In einem undatierten Brief aus demselben Jahr schreibt er unter dem Pseudonym Willefrank aus Regensburg an Sprickmann, der eine Professur in Münster erhalten hatte, er habe sich jetzt ganz der Malerei zugewandt, und schwärmt von seiner neuen Kunst in einer überschwenglichen Weise, die ihn als maßlosen Phantasten ohne jede Selbstkritik erscheinen läßt. Er schreibt:

"... etliche Tage nach Ihrer Abreise, lieber Freund! ergriff michs stärker als ich war und seitdem - male ich! Heil, heil mir! In den Worten liegt ein Paradies. Doch stille, damit ich Ihnen kurz und trocken sage, was ich sagen wollte. Eine Kunst, wie diese läßt dem Menschen keine Faser für etwas anderes übrig.... Ich... bin nur äußerlich, was ich scheine und keiner ahndet nur, was ich seyn werde. Um den Gipfel der Kunst zu ersteigen, muß ich nothwendig Italien durchreisen und dies wird also geschehen unter einem fremden Namen zur Erhaltung der völligen lndependenz, ohne die der Künstler außer seinem Element ist. Was für ein scharmantes Projekt und was für interessante Briefe, die Sie dann von Ihrem Willefrank erhalten werden! Meine Kunst werde ich durch ein großes Werk signalisieren: Die Schule der Liebe, davon ich Ihnen eine Idee geben muß. Ovids Werk wird ungefähr dagegen sein, was Gellerts schwedische Gräfinn gegen Grandison. Es wird ein Quarto-Werk von etwa 100 Kupfern und eben so viel dazu gehörigen Aufsätzen. Das ganze Werk wird eine einzige Göttin darstellen, aber in einer solchen Mannichfaltigkeit und Pracht, daß sie jedesmal neu erscheinen wird. Oft wird ein ganzer Aufsatz nur beschreiben, wie sie ihren Pantoffel anzieht. Aber die Gewalt der Darstellung muß alles interessant machen. Die Gemälde werden eben von mir seyn (von irgend einem großen Meister gestochen) und schon eine eigne Gallerie ausmachen. Da ich aus allem Schönen des Alterthums die Quintessenz ziehen kann und ein und das nehmliche Ideal wohl tausendmal malen werde, ehe es ganz da seyn wird; so können Sie Sich vorstellen, wie hoch sich dies treiben läßt und wie diese neue Venus über allen Begriff schön werden muß. Hier haben Sie meine Schicksale und Projekte und den Faden meiner künftigen Begebenheiten. Alles wird Ihnen unter dem Siegel der tiefsten Verschwiegenheit mitgetheilt. Willefrank.
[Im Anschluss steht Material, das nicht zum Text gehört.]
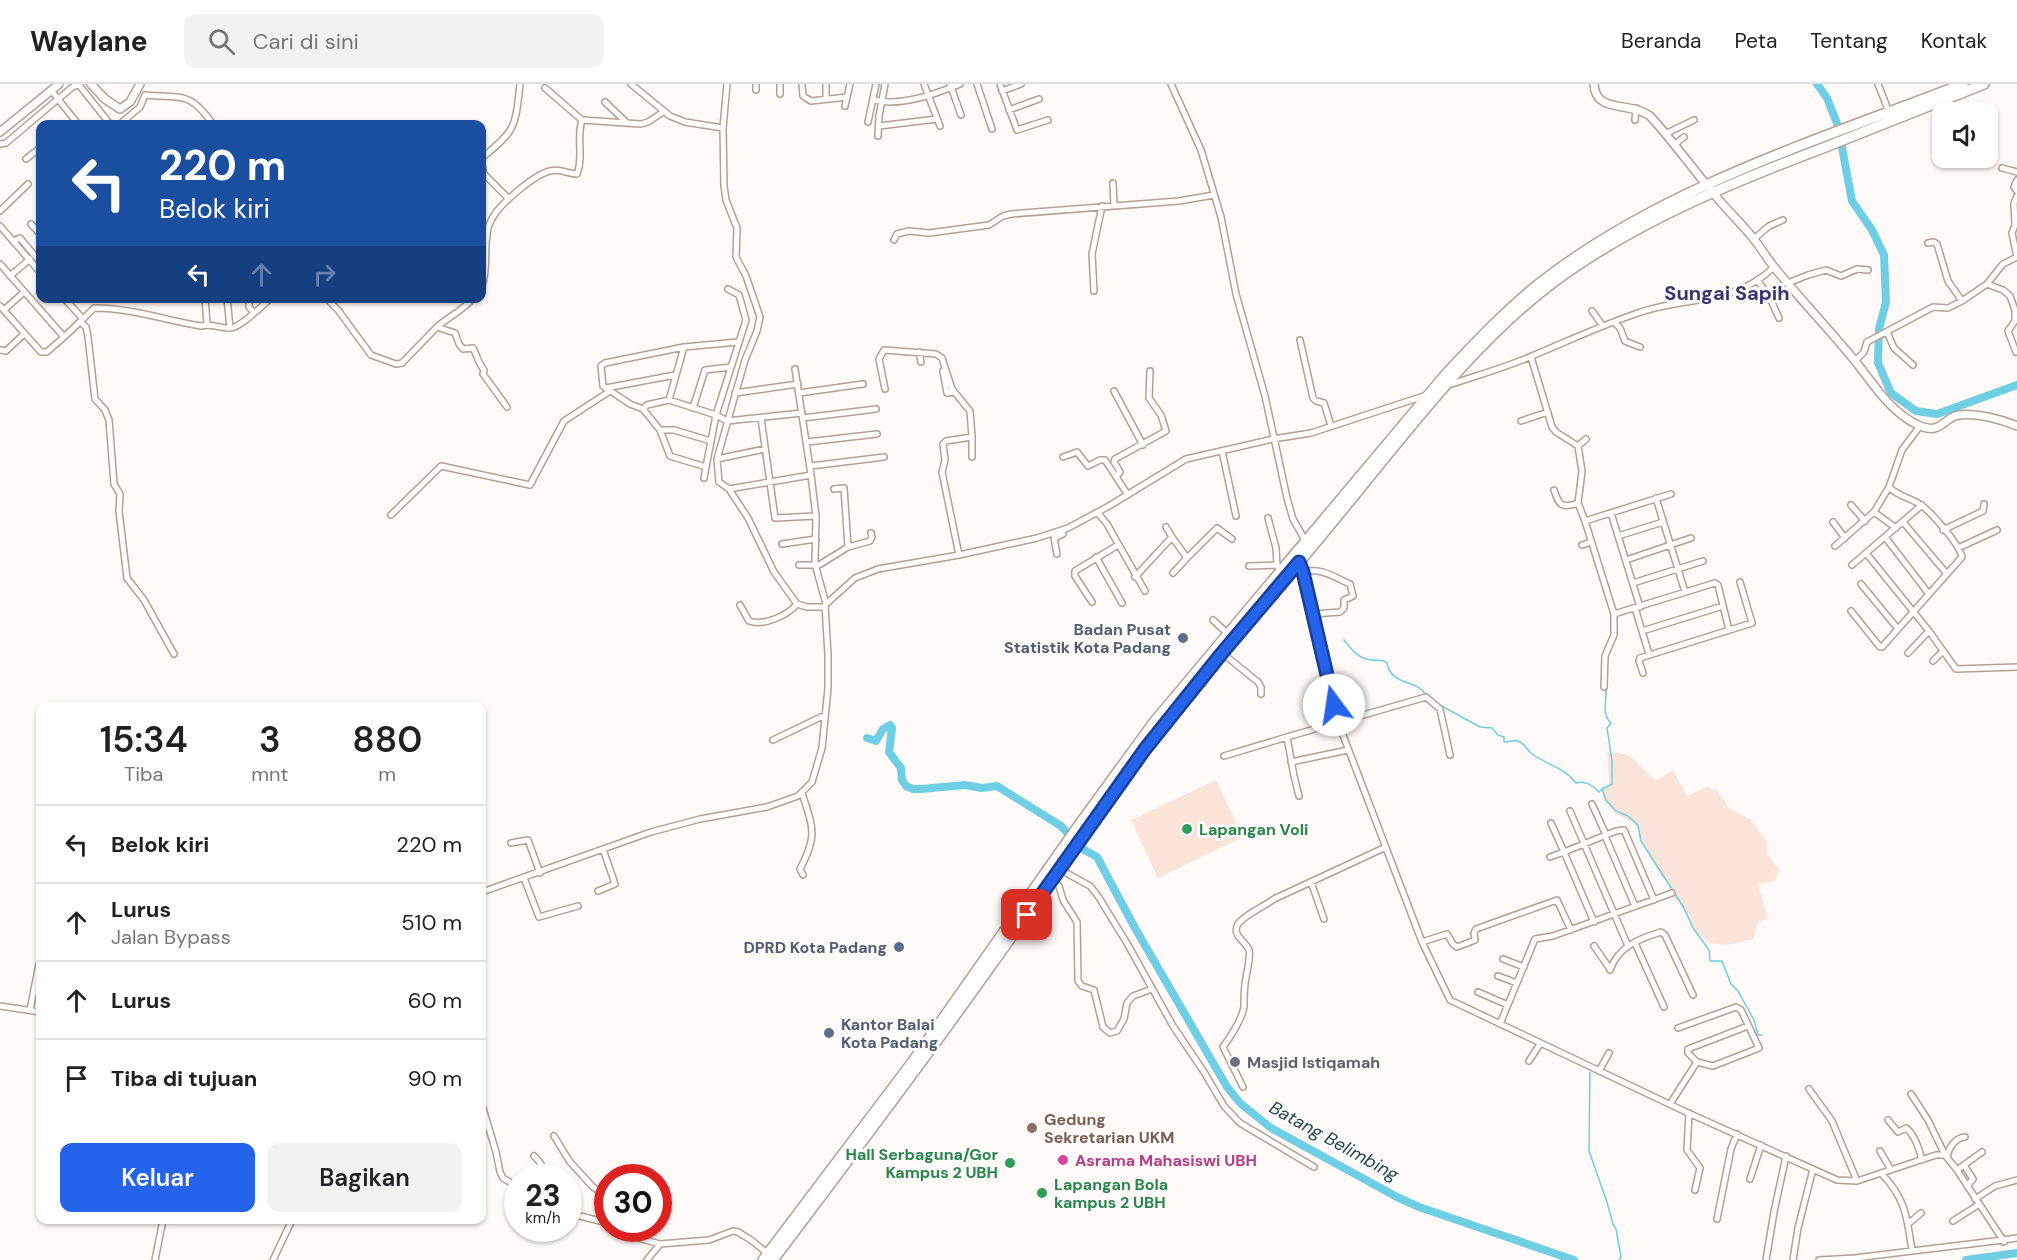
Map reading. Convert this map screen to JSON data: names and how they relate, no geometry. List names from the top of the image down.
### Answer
{
  "districts": ["Sungai Sapih"],
  "water": ["Batang Belimbing"],
  "places": [
    "Badan Pusat Statistik Kota Padang",
    "Lapangan Voli",
    "DPRD Kota Padang",
    "Kantor Balai Kota Padang",
    "Masjid Istiqamah",
    "Gedung Sekretarian UKM",
    "Asrama Mahasiswi UBH",
    "Hall Serbaguna/Gor Kampus 2 UBH",
    "Lapangan Bola kampus 2 UBH"
  ],
  "page": {
    "header": "Waylane",
    "search": "Cari di sini",
    "nav": [
      "Beranda",
      "Peta",
      "Tentang",
      "Kontak"
    ],
    "turn": ["220 m", "Belok kiri"],
    "eta": [
      "15:34",
      "Tiba",
      "3",
      "mnt",
      "880",
      "m"
    ],
    "list": [
      {
        "name": "Belok kiri",
        "value": "220 m"
      },
      {
        "name": "Lurus",
        "note": "Jalan Bypass",
        "value": "510 m"
      },
      {
        "name": "Lurus",
        "value": "60 m"
      },
      {
        "name": "Tiba di tujuan",
        "value": "90 m"
      }
    ],
    "buttons": ["Keluar", "Bagikan"],
    "speed": "23 km/h",
    "limit": "30"
  }
}
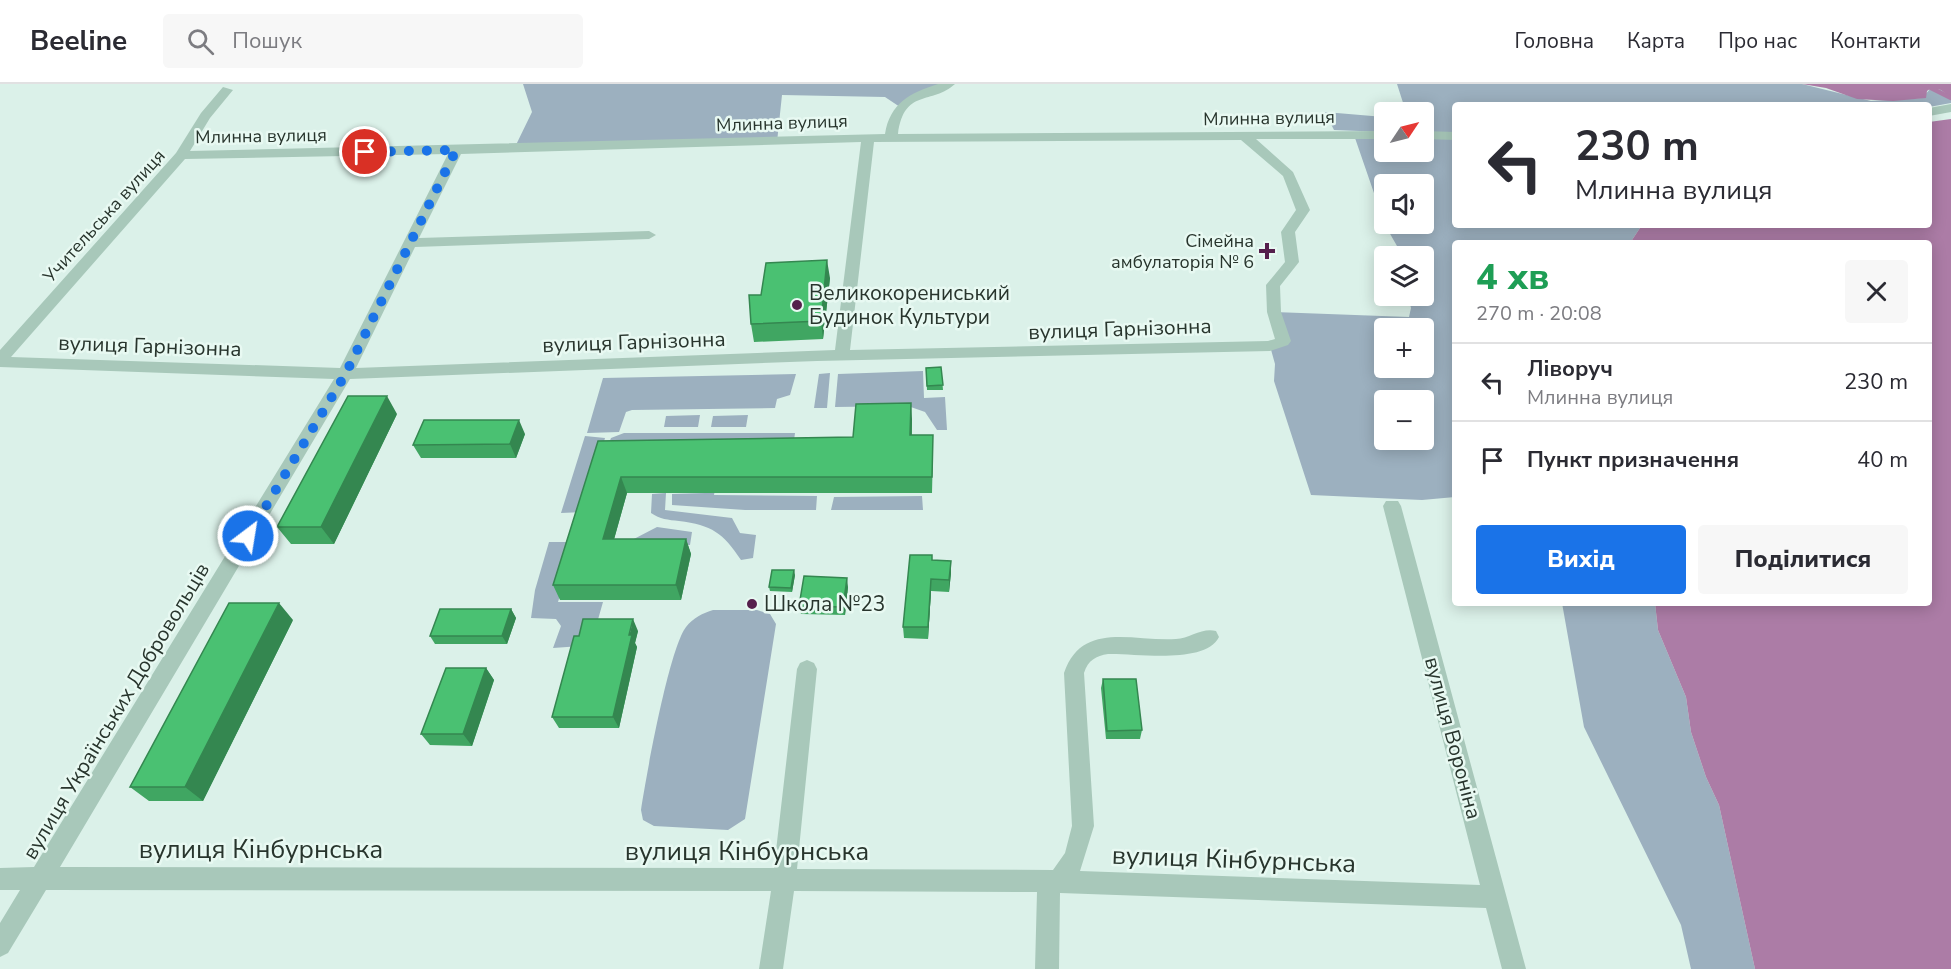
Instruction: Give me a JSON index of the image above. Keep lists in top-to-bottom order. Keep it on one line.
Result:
{"streets":{"street":["Млинна вулиця","Учительська вулиця","вулиця Гарнізонна","вулиця Українських Добровольців","вулиця Вороніна","вулиця Кінбурнська"]},"crossings":[["Млинна вулиця","Учительська вулиця"],["Млинна вулиця","вулиця Гарнізонна"],["Млинна вулиця","вулиця Українських Добровольців"],["Учительська вулиця","вулиця Гарнізонна"],["вулиця Гарнізонна","вулиця Українських Добровольців"],["вулиця Українських Добровольців","вулиця Кінбурнська"],["вулиця Вороніна","вулиця Кінбурнська"]],"places":{"health":["Сімейна амбулаторія № 6"],"other":["Великокорениський Будинок Культури","Школа №23"]},"north":"top right","page":{"header":"Beeline","search":"Пошук","nav":["Головна","Карта","Про нас","Контакти"],"map_buttons":["+","−"],"turn":["230 m","Млинна вулиця"],"heading":["4 хв","270 m · 20:08"],"list":[{"name":"Ліворуч","note":"Млинна вулиця","value":"230 m"},{"name":"Пункт призначення","value":"40 m"}],"buttons":["Вихід","Поділитися"]}}
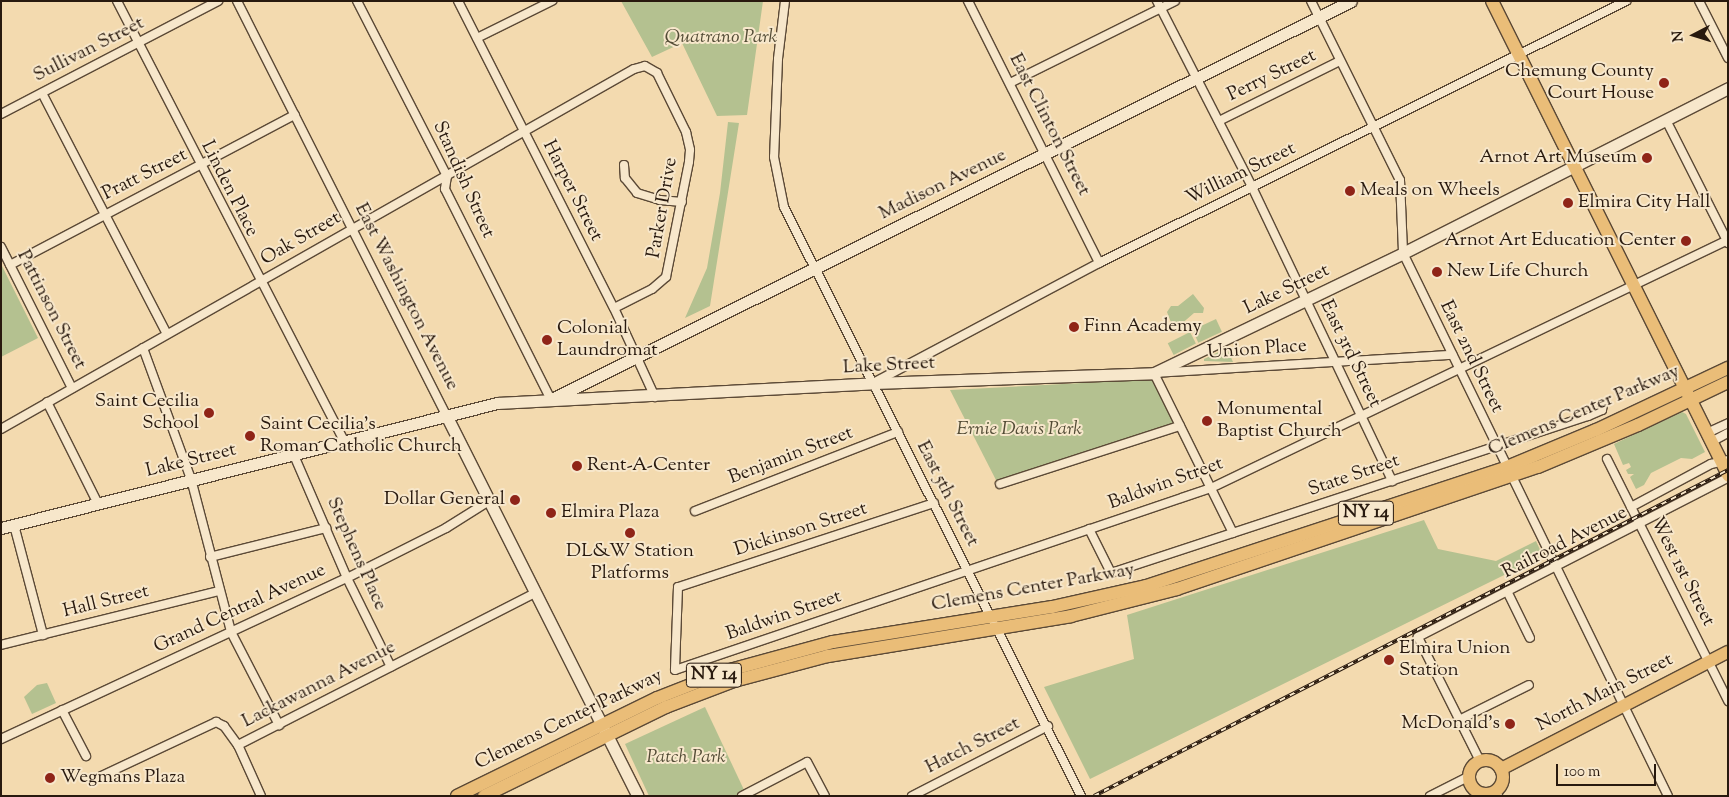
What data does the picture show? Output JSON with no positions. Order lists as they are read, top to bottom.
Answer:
{
  "streets": {
    "main road": ["Clemens Center Parkway", "NY 14", "North Main Street"],
    "street": [
      "Sullivan Street",
      "Perry Street",
      "East Clinton Street",
      "William Street",
      "Pratt Street",
      "Standish Street",
      "Madison Avenue",
      "Linden Place",
      "Harper Street",
      "Parker Drive",
      "Oak Street",
      "Lake Street",
      "East Washington Avenue",
      "Pattinson Street",
      "Union Place",
      "East 3rd Street",
      "East 2nd Street",
      "Benjamin Street",
      "State Street",
      "Baldwin Street",
      "East 5th Street",
      "Dickinson Street",
      "Railroad Avenue",
      "Stephens Place",
      "West 1st Street",
      "Hall Street",
      "Grand Central Avenue",
      "Lackawanna Avenue",
      "Hatch Street"
    ]
  },
  "crossings": [
    ["Sullivan Street", "Linden Place"],
    ["Perry Street", "East 3rd Street"],
    ["Perry Street", "East 2nd Street"],
    ["East Clinton Street", "William Street"],
    ["East Clinton Street", "Madison Avenue"],
    ["William Street", "Lake Street"],
    ["William Street", "East 3rd Street"],
    ["William Street", "East 2nd Street"],
    ["William Street", "East 5th Street"],
    ["Pratt Street", "Linden Place"],
    ["Pratt Street", "East Washington Avenue"],
    ["Pratt Street", "Pattinson Street"],
    ["Standish Street", "Madison Avenue"],
    ["Standish Street", "Oak Street"],
    ["Standish Street", "Lake Street"],
    ["Madison Avenue", "Harper Street"],
    ["Madison Avenue", "Lake Street"],
    ["Madison Avenue", "East 3rd Street"],
    ["Madison Avenue", "East 2nd Street"],
    ["Madison Avenue", "East 5th Street"],
    ["Linden Place", "Oak Street"],
    ["Linden Place", "Lake Street"],
    ["Harper Street", "Parker Drive"],
    ["Harper Street", "Oak Street"],
    ["Harper Street", "Lake Street"],
    ["Parker Drive", "Oak Street"],
    ["Oak Street", "East Washington Avenue"],
    ["Oak Street", "Pattinson Street"],
    ["Lake Street", "East Washington Avenue"],
    ["Lake Street", "Union Place"],
    ["Lake Street", "East 3rd Street"],
    ["Lake Street", "East 2nd Street"],
    ["Lake Street", "East 5th Street"],
    ["Lake Street", "Stephens Place"],
    ["East Washington Avenue", "Clemens Center Parkway"],
    ["East Washington Avenue", "Grand Central Avenue"],
    ["East Washington Avenue", "Lackawanna Avenue"],
    ["Union Place", "East 3rd Street"],
    ["Union Place", "East 2nd Street"],
    ["East 3rd Street", "State Street"],
    ["East 3rd Street", "Baldwin Street"],
    ["East 2nd Street", "Clemens Center Parkway"],
    ["East 2nd Street", "State Street"],
    ["East 2nd Street", "Baldwin Street"],
    ["East 2nd Street", "Railroad Avenue"],
    ["East 2nd Street", "North Main Street"],
    ["Clemens Center Parkway", "East 5th Street"],
    ["Benjamin Street", "East 5th Street"],
    ["State Street", "Baldwin Street"],
    ["Baldwin Street", "East 5th Street"],
    ["Baldwin Street", "Dickinson Street"],
    ["East 5th Street", "Dickinson Street"],
    ["East 5th Street", "Hatch Street"],
    ["Railroad Avenue", "West 1st Street"],
    ["Stephens Place", "Grand Central Avenue"],
    ["Stephens Place", "Lackawanna Avenue"],
    ["West 1st Street", "North Main Street"]
  ],
  "parks": ["Quatrano Park", "Ernie Davis Park", "Patch Park"],
  "places": [
    "Chemung County Court House",
    "Arnot Art Museum",
    "Meals on Wheels",
    "Elmira City Hall",
    "Arnot Art Education Center",
    "New Life Church",
    "Finn Academy",
    "Colonial Laundromat",
    "Saint Cecilia School",
    "Monumental Baptist Church",
    "Saint Cecilia's Roman Catholic Church",
    "Rent-A-Center",
    "Dollar General",
    "Elmira Plaza",
    "DL&W Station Platforms",
    "Elmira Union Station",
    "McDonald's",
    "Wegmans Plaza"
  ],
  "scale_bar": "100 m",
  "north": "left"
}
Apropos! ich habe hier Subskription auf Nathan angenommen. Der Fürst, seine Prinzessinnen, sein treuer Berberich u. viele Gesandschaften haben subskribirt. Nun lasse ichs durch Frey unter der zweiten Classe ruliren. Besozzi ist hier gewesen und hat im fürstlichen Conzert gespielt. Wie oft habe ich dabei an den Sprickmann gedacht. Er ist ein wahrer Wundermann; hat dabei viel Sonderbares. Er ist z.E. ein horribler Schachspieler, nächst Philidor vielleicht der stärkste. Dies Spiel ist hier Mode geworden, wozu ich die unschuldige Veranlassung bin. Wären mehrere Personen, die sich mit mir zu spielen getrauten, so würde es einen Theil meiner Revenüe machen, denn man spielt um Geld. Es geschehen zugleich ansehnliche Wetten auf und gegen mich. Das divertirt mich dabei am meisten. Meine Adresse bleibt."